Temos um misto de helenismo, hedonismo e homoerotismo, ou seja, referências à cultura greco-romana clássica (“Vai e diz ao rei/ cai a casa magnífica/ O santuário de apolo/ fenece o louro sagrado”) e uma procura do prazer, do corpo masculino bonito, do momento perfeito em que esse corpo se insere numa paisagem, num instante de beleza.
Antonio Cícero está para Konstantinos Kaváfis como o chup-chup para o sorvete. Temos de aguentar elegias para surfistas, hinos às furtivas caçadas gays em parques e aborrecidas alusões clássicas.
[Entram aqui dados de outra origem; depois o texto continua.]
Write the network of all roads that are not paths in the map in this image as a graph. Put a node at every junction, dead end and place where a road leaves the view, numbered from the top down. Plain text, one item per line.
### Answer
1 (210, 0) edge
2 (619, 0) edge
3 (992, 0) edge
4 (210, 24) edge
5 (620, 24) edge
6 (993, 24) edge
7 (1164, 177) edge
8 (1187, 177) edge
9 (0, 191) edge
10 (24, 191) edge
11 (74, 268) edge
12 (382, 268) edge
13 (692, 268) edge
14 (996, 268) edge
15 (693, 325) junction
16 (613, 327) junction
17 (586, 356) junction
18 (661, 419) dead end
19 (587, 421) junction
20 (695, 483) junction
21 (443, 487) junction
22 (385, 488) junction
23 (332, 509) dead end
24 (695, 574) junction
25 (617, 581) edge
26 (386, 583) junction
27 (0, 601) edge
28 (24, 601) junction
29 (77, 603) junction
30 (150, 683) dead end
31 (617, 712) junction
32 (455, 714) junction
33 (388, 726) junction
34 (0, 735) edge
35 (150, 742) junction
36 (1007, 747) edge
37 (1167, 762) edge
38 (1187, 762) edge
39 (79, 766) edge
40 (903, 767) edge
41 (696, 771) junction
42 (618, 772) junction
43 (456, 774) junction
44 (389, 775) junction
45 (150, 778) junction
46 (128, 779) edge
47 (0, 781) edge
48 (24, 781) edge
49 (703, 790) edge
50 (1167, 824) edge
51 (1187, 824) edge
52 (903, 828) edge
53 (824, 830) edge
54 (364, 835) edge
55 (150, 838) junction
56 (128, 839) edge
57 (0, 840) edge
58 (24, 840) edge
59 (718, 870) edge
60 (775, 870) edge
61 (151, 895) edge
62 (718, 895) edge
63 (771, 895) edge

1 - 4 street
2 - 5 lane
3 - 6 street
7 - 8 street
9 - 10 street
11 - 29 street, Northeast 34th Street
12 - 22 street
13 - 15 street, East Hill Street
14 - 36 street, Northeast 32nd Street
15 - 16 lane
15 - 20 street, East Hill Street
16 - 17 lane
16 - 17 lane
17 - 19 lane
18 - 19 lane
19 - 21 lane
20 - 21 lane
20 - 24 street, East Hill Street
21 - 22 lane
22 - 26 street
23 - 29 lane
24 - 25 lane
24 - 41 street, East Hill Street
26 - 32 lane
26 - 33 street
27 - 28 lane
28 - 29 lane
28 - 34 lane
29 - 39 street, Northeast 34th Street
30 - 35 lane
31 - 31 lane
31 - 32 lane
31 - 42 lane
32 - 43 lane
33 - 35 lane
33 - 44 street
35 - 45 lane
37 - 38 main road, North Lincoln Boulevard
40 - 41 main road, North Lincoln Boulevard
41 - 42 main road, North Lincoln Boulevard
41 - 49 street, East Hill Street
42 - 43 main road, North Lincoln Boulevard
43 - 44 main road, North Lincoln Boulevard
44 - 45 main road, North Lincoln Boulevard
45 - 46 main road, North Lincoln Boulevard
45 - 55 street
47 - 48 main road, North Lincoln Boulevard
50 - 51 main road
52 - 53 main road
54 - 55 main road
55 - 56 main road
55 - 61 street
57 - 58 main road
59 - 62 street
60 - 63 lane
Logo no início ele avisa: “Jamais regressarei à Esparta”. Esse tom solene logo é substituído pela necessidade estridente de exaltar o corpo masculino da forma mais ávida, óbvia, servil e constrangedora possível: “Hesitante entre o mar ou a mulher/ a natureza o fez rapaz bonito/rapaz/ pronto para armar e zarpar”; ou então: “Dormes/Belo/ Eu não, eu velo/Enquanto voas ou velejas/ E inocente exerces teu império/ Amo: o que é que tu desejas/ Pois sou a noite, somos/Eu poeta, tu proeza/ E de repente exclamo/Tanto mistério é/Tanta beleza”. E o leitor exclama: quanta abobrinha!
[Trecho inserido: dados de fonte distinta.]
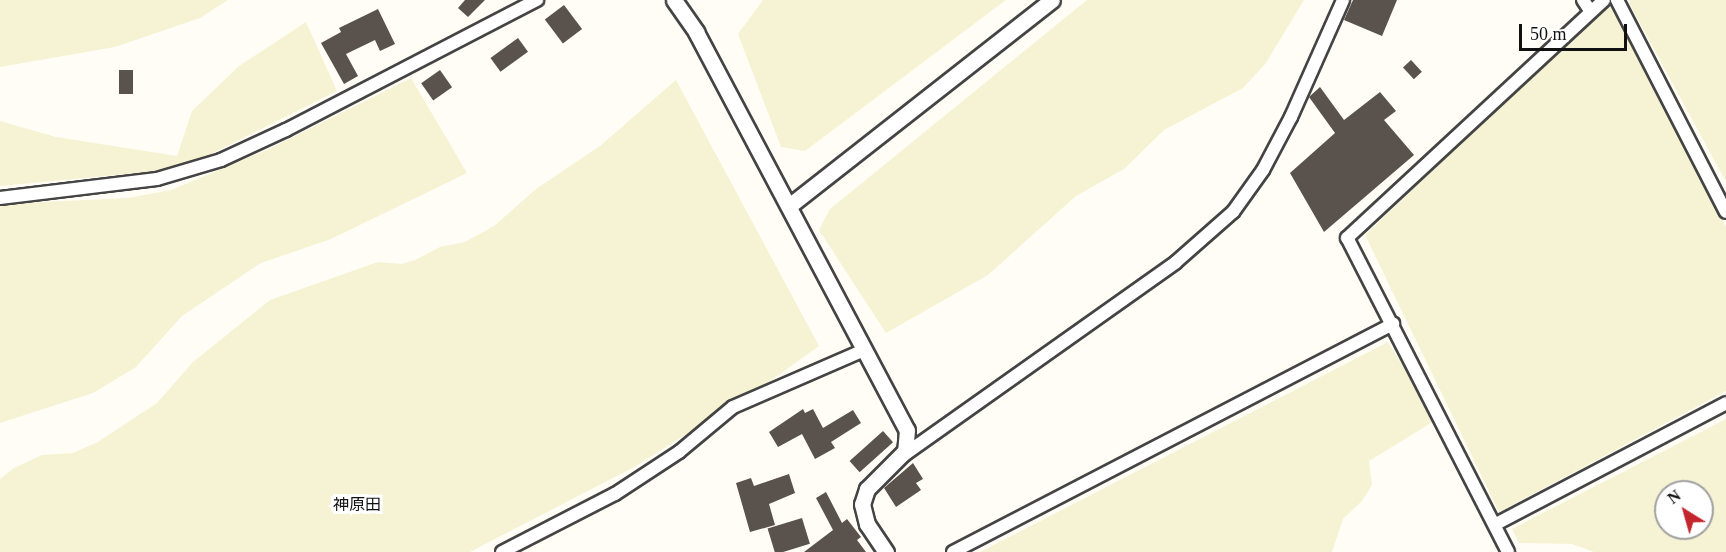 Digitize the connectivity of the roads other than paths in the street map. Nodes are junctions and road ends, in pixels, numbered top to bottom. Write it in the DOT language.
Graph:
graph roads {
  1 [pos="537,0"];
  2 [pos="674,0"];
  3 [pos="1052,0"];
  4 [pos="1342,0"];
  5 [pos="1583,0"];
  6 [pos="1604,0"];
  7 [pos="1617,0"];
  8 [pos="1591,12"];
  9 [pos="0,198"];
  10 [pos="789,206"];
  11 [pos="1726,212"];
  12 [pos="1392,324"];
  13 [pos="864,350"];
  14 [pos="1726,403"];
  15 [pos="900,458"];
  16 [pos="1496,524"];
  17 [pos="502,552"];
  18 [pos="886,552"];
  19 [pos="953,552"];
  20 [pos="1508,552"];
  1 -- 9 [label="street"];
  2 -- 10 [label="street"];
  3 -- 10 [label="street"];
  4 -- 15 [label="street"];
  5 -- 8 [label="street"];
  6 -- 8 [label="street"];
  7 -- 11 [label="street"];
  8 -- 12 [label="street"];
  10 -- 13 [label="street"];
  12 -- 16 [label="street"];
  12 -- 19 [label="street"];
  13 -- 15 [label="street"];
  13 -- 17 [label="street"];
  14 -- 16 [label="street"];
  15 -- 18 [label="street"];
  16 -- 20 [label="street"];
}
E o leitor exclama isso porque ainda está na página 53 e não viu o que tem pela frente. Ele ainda não chegou a um poema chamado “Onda”, onde se fala de um garoto conhecido no Arpoador, “garoto versátil, gostoso/ ladrão, desencaminhador/ de sonhos, ninfas e rapsodos”. E o que o nosso poeta/rapsodo faz? Segura o tchan? Não: “Comprei-lhe um picolé de manga”. Não é lindo, não é bucólico? Mas ele é recompensado: “…e deu-me um beijo de língua/ e mergulhei ali à flor/ da onda, bêbado de amor”. E ainda estamos apenas na página 57.
Há, é claro, poemas onde se fala do ser, da poesia, do tempo, não se fique com a impressão de que ele só pensa naquilo, porém por que será que sentimos que eles são só embromação para o tema principal?
Depois do picolé do garoto versátil, chegamos ao verdadeiro banana split que é o poema “Eco”: “A pele salgada daquele surfista/parece doce de leite condensado”. Não é lírica essa conjunção agridoce de pele salgada com doce de leite condensado?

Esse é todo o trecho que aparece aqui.